Infant Bassinets in Bulkhead Explained

infant bassinets in bulkheadWhat is the bulkhead?  Do airlines provide infant bassinets for babies?

For those of you who have flown internationally, either with a baby, or solo, you’ve probably at some point seen a flight attendant taking a bassinet down from the overhead and attaching it to the wall in the bulkhead seats.  There seems to be a lot of confusion, though, even among people who have traveled with a baby, about what the deal is with the bassinet.  Here’s the low down on infant bassinets in the bulkhead:

What is the bulkhead?

First of all, by “bulkhead” I am talking about that row of seats in the front of each section of the plane where there is a wall in front of the seats, rather than another row of seats.  On the seat map to the left, the bulkhead seats would be rows 1, 11, and 25.  This is generally (but not always) right by a lavatory or kitchen area.  On smaller planes (typically domestic flights), there may only be one row of bulkhead.  On larger planes (typically international flights), there may be two, three, or even four rows of bulkhead seats, depending on how many sections of the plane.  Bulkhead seats are often coveted seats by many passengers because: 1) they provide more leg room, and 2) you don’t have anyone throwing their seat back into you, further minimizing your leg room.

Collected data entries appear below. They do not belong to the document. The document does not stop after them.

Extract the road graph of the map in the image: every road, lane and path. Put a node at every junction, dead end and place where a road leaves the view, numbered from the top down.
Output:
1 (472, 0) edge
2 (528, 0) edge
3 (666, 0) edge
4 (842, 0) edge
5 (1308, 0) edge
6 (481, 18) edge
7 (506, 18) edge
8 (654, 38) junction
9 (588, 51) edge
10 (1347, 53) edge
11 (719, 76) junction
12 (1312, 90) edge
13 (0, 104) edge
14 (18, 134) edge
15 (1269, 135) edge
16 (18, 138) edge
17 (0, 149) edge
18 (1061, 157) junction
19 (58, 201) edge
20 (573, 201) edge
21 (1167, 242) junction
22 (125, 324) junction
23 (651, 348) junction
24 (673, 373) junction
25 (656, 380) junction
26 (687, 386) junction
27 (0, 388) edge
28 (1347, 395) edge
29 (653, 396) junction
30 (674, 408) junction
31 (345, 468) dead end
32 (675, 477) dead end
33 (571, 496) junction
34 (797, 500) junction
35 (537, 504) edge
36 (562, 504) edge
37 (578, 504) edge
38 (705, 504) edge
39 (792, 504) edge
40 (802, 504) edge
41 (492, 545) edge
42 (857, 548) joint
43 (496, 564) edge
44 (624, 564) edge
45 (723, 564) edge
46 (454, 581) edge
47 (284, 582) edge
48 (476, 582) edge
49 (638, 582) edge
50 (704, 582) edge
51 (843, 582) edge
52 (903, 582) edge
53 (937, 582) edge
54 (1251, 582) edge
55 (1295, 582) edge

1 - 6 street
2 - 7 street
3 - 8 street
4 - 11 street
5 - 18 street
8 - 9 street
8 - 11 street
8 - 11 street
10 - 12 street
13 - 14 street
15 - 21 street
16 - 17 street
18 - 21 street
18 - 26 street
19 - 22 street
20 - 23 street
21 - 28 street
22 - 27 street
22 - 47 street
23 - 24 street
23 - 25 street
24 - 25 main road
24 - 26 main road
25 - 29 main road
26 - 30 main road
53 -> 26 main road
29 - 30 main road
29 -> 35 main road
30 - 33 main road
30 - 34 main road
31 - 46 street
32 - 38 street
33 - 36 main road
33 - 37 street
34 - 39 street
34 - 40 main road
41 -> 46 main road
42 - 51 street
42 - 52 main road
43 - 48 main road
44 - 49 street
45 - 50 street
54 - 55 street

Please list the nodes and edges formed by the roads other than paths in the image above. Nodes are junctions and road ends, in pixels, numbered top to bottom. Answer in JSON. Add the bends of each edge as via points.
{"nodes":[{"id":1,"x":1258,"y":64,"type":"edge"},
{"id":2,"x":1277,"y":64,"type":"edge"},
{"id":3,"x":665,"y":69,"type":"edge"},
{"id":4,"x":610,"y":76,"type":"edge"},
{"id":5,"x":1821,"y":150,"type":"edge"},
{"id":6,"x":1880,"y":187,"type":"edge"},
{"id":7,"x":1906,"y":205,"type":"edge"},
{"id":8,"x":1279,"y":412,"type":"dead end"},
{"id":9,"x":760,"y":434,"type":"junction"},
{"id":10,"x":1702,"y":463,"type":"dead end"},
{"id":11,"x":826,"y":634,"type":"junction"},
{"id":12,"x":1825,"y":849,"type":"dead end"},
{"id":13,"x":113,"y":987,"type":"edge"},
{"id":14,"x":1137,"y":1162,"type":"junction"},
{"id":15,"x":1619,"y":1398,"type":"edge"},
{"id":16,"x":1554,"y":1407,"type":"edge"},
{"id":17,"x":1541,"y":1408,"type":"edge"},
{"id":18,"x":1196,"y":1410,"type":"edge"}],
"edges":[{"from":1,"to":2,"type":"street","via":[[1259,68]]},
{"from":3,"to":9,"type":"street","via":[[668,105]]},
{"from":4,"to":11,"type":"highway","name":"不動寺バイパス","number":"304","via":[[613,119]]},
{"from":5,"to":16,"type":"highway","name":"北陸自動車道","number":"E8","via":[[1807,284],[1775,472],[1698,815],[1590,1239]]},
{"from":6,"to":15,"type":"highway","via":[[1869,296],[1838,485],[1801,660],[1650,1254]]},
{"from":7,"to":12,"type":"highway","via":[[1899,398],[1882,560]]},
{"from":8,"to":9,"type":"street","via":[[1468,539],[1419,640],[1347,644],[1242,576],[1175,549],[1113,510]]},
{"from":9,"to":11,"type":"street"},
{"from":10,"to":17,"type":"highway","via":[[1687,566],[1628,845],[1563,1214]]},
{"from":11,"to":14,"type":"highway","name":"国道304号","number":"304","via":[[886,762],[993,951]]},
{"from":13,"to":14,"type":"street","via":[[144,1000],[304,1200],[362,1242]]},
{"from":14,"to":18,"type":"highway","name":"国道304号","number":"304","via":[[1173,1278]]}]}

Can I sit in the bulkhead with a baby if it is an emergency exit row?

Some bulkhead seats are located in emergency exit rows (E.g. where a door pops open in case of emergency).  This is often the case on domestic flights.  Bassinets are not available, and small children are typically not allowed, in emergency exit rows as passengers seated there need to be capable of assisting other passengers in case of an emergency.  On the seat map to the left, row 25 (and 26) would not be available for you to sit with a baby or small child.  Thus, infant bassinets will not be available in bulkhead seats that also happen to be emergency exit rows.  The bulkhead seats on smaller planes (E.g. domestic flights) are often emergency exit rows.  So, if you are flying on a domestic flight you can always check, but most likely you will not be able to sit in the bulkhead with a small child or baby, nor will an infant bassinet be available to you.

What are the advantages to the infant bassinets in bulkhead?

The biggest advantage is having an extra space for baby to lay down comfortably and sleep, especially for long flights.  Plus that extra space is free of charge- you don’t have to buy a separate ticket for baby (at a full adult fare) to have his/her own seat.  It also provides you with more leg room, and extra play space at your feet for an older baby to play.  When the bassinet is not in use, it’s also a great place to throw toys, snack cups, and diaper supplies.  You will also likely be very close to a lavatory and to the kitchen area for diaper changing/ food prep needs.

How do the infant bassinets in the bulkhead work?  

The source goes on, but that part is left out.